(Stored entries)
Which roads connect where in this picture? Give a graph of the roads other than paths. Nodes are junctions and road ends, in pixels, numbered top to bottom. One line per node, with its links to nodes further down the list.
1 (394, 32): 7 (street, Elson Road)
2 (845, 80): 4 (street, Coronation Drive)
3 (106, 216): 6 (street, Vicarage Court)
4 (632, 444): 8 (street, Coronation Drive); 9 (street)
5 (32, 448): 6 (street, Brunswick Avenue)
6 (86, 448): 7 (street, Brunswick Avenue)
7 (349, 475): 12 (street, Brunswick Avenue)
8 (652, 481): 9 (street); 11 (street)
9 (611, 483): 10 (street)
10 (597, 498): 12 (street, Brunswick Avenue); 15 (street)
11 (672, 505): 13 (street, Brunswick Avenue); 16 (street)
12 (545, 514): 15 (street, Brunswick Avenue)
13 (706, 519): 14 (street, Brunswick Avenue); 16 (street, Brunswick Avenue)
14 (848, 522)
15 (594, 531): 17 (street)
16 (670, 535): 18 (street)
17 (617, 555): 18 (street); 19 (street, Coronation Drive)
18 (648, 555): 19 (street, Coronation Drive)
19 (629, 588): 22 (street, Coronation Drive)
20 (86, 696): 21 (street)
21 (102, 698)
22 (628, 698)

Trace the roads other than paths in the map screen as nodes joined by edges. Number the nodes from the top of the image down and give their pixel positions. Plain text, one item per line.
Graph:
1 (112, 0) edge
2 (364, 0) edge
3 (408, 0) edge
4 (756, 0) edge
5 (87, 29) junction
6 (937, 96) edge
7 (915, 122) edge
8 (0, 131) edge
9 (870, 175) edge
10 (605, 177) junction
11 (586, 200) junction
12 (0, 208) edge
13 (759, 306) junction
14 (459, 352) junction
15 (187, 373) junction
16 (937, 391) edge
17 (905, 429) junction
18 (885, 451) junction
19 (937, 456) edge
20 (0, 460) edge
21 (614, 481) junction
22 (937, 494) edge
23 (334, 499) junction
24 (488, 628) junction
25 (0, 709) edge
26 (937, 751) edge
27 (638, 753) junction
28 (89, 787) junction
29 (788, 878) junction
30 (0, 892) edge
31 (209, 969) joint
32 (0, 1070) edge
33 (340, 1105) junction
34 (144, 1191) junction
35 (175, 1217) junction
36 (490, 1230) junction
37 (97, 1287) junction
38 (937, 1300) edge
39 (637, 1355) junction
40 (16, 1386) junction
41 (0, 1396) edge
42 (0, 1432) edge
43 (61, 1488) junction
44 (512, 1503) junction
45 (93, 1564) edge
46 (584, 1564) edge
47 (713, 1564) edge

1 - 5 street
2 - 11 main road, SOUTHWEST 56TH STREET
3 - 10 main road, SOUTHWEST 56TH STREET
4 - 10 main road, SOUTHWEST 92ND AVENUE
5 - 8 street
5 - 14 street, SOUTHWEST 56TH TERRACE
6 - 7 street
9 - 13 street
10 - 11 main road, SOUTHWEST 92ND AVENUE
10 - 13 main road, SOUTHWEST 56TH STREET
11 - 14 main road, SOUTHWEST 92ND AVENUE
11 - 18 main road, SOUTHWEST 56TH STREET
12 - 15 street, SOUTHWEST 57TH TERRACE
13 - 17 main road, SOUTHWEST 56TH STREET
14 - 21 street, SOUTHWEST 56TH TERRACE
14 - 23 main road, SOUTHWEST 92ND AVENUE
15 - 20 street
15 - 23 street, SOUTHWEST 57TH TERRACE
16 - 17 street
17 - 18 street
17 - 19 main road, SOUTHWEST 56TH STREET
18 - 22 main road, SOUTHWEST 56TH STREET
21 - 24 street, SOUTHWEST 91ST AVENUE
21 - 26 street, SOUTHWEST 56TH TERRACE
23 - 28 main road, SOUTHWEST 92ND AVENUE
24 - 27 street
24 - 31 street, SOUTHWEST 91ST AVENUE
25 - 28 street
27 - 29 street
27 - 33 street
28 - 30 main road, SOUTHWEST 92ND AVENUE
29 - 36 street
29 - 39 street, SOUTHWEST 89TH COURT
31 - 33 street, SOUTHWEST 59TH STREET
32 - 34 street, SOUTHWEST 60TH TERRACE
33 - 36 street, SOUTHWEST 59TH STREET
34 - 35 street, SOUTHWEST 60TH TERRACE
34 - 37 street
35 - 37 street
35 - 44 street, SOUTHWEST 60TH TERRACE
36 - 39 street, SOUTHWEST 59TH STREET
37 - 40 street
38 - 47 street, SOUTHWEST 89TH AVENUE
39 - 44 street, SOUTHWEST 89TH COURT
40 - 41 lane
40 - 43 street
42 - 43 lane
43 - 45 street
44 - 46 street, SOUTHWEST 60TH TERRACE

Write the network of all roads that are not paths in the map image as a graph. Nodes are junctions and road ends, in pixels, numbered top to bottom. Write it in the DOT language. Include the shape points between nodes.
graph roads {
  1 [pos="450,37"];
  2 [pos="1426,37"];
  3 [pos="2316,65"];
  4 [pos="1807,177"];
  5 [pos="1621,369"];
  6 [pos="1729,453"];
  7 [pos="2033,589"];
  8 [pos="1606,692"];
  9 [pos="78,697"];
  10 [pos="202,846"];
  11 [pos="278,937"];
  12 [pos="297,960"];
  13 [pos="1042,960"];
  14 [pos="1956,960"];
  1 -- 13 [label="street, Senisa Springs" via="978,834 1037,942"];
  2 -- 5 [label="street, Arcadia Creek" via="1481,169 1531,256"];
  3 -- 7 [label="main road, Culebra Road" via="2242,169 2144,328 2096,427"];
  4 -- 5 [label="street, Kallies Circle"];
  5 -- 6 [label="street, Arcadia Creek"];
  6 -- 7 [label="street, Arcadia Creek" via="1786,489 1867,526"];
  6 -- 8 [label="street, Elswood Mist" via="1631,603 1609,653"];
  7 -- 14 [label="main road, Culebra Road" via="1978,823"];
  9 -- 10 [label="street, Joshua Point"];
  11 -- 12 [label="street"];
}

Exercise directions: Reproduce each entry above without a single difference.

Expected output:
Which roads connect where in this picture? Give a graph of the roads other than paths. Nodes are junctions and road ends, in pixels, numbered top to bottom. One line per node, with its links to nodes further down the list.
1 (394, 32): 7 (street, Elson Road)
2 (845, 80): 4 (street, Coronation Drive)
3 (106, 216): 6 (street, Vicarage Court)
4 (632, 444): 8 (street, Coronation Drive); 9 (street)
5 (32, 448): 6 (street, Brunswick Avenue)
6 (86, 448): 7 (street, Brunswick Avenue)
7 (349, 475): 12 (street, Brunswick Avenue)
8 (652, 481): 9 (street); 11 (street)
9 (611, 483): 10 (street)
10 (597, 498): 12 (street, Brunswick Avenue); 15 (street)
11 (672, 505): 13 (street, Brunswick Avenue); 16 (street)
12 (545, 514): 15 (street, Brunswick Avenue)
13 (706, 519): 14 (street, Brunswick Avenue); 16 (street, Brunswick Avenue)
14 (848, 522)
15 (594, 531): 17 (street)
16 (670, 535): 18 (street)
17 (617, 555): 18 (street); 19 (street, Coronation Drive)
18 (648, 555): 19 (street, Coronation Drive)
19 (629, 588): 22 (street, Coronation Drive)
20 (86, 696): 21 (street)
21 (102, 698)
22 (628, 698)

Trace the roads other than paths in the map screen as nodes joined by edges. Number the nodes from the top of the image down and give their pixel positions. Plain text, one item per line.
Graph:
1 (112, 0) edge
2 (364, 0) edge
3 (408, 0) edge
4 (756, 0) edge
5 (87, 29) junction
6 (937, 96) edge
7 (915, 122) edge
8 (0, 131) edge
9 (870, 175) edge
10 (605, 177) junction
11 (586, 200) junction
12 (0, 208) edge
13 (759, 306) junction
14 (459, 352) junction
15 (187, 373) junction
16 (937, 391) edge
17 (905, 429) junction
18 (885, 451) junction
19 (937, 456) edge
20 (0, 460) edge
21 (614, 481) junction
22 (937, 494) edge
23 (334, 499) junction
24 (488, 628) junction
25 (0, 709) edge
26 (937, 751) edge
27 (638, 753) junction
28 (89, 787) junction
29 (788, 878) junction
30 (0, 892) edge
31 (209, 969) joint
32 (0, 1070) edge
33 (340, 1105) junction
34 (144, 1191) junction
35 (175, 1217) junction
36 (490, 1230) junction
37 (97, 1287) junction
38 (937, 1300) edge
39 (637, 1355) junction
40 (16, 1386) junction
41 (0, 1396) edge
42 (0, 1432) edge
43 (61, 1488) junction
44 (512, 1503) junction
45 (93, 1564) edge
46 (584, 1564) edge
47 (713, 1564) edge

1 - 5 street
2 - 11 main road, SOUTHWEST 56TH STREET
3 - 10 main road, SOUTHWEST 56TH STREET
4 - 10 main road, SOUTHWEST 92ND AVENUE
5 - 8 street
5 - 14 street, SOUTHWEST 56TH TERRACE
6 - 7 street
9 - 13 street
10 - 11 main road, SOUTHWEST 92ND AVENUE
10 - 13 main road, SOUTHWEST 56TH STREET
11 - 14 main road, SOUTHWEST 92ND AVENUE
11 - 18 main road, SOUTHWEST 56TH STREET
12 - 15 street, SOUTHWEST 57TH TERRACE
13 - 17 main road, SOUTHWEST 56TH STREET
14 - 21 street, SOUTHWEST 56TH TERRACE
14 - 23 main road, SOUTHWEST 92ND AVENUE
15 - 20 street
15 - 23 street, SOUTHWEST 57TH TERRACE
16 - 17 street
17 - 18 street
17 - 19 main road, SOUTHWEST 56TH STREET
18 - 22 main road, SOUTHWEST 56TH STREET
21 - 24 street, SOUTHWEST 91ST AVENUE
21 - 26 street, SOUTHWEST 56TH TERRACE
23 - 28 main road, SOUTHWEST 92ND AVENUE
24 - 27 street
24 - 31 street, SOUTHWEST 91ST AVENUE
25 - 28 street
27 - 29 street
27 - 33 street
28 - 30 main road, SOUTHWEST 92ND AVENUE
29 - 36 street
29 - 39 street, SOUTHWEST 89TH COURT
31 - 33 street, SOUTHWEST 59TH STREET
32 - 34 street, SOUTHWEST 60TH TERRACE
33 - 36 street, SOUTHWEST 59TH STREET
34 - 35 street, SOUTHWEST 60TH TERRACE
34 - 37 street
35 - 37 street
35 - 44 street, SOUTHWEST 60TH TERRACE
36 - 39 street, SOUTHWEST 59TH STREET
37 - 40 street
38 - 47 street, SOUTHWEST 89TH AVENUE
39 - 44 street, SOUTHWEST 89TH COURT
40 - 41 lane
40 - 43 street
42 - 43 lane
43 - 45 street
44 - 46 street, SOUTHWEST 60TH TERRACE

Write the network of all roads that are not paths in the map image as a graph. Nodes are junctions and road ends, in pixels, numbered top to bottom. Write it in the DOT language. Include the shape points between nodes.
graph roads {
  1 [pos="450,37"];
  2 [pos="1426,37"];
  3 [pos="2316,65"];
  4 [pos="1807,177"];
  5 [pos="1621,369"];
  6 [pos="1729,453"];
  7 [pos="2033,589"];
  8 [pos="1606,692"];
  9 [pos="78,697"];
  10 [pos="202,846"];
  11 [pos="278,937"];
  12 [pos="297,960"];
  13 [pos="1042,960"];
  14 [pos="1956,960"];
  1 -- 13 [label="street, Senisa Springs" via="978,834 1037,942"];
  2 -- 5 [label="street, Arcadia Creek" via="1481,169 1531,256"];
  3 -- 7 [label="main road, Culebra Road" via="2242,169 2144,328 2096,427"];
  4 -- 5 [label="street, Kallies Circle"];
  5 -- 6 [label="street, Arcadia Creek"];
  6 -- 7 [label="street, Arcadia Creek" via="1786,489 1867,526"];
  6 -- 8 [label="street, Elswood Mist" via="1631,603 1609,653"];
  7 -- 14 [label="main road, Culebra Road" via="1978,823"];
  9 -- 10 [label="street, Joshua Point"];
  11 -- 12 [label="street"];
}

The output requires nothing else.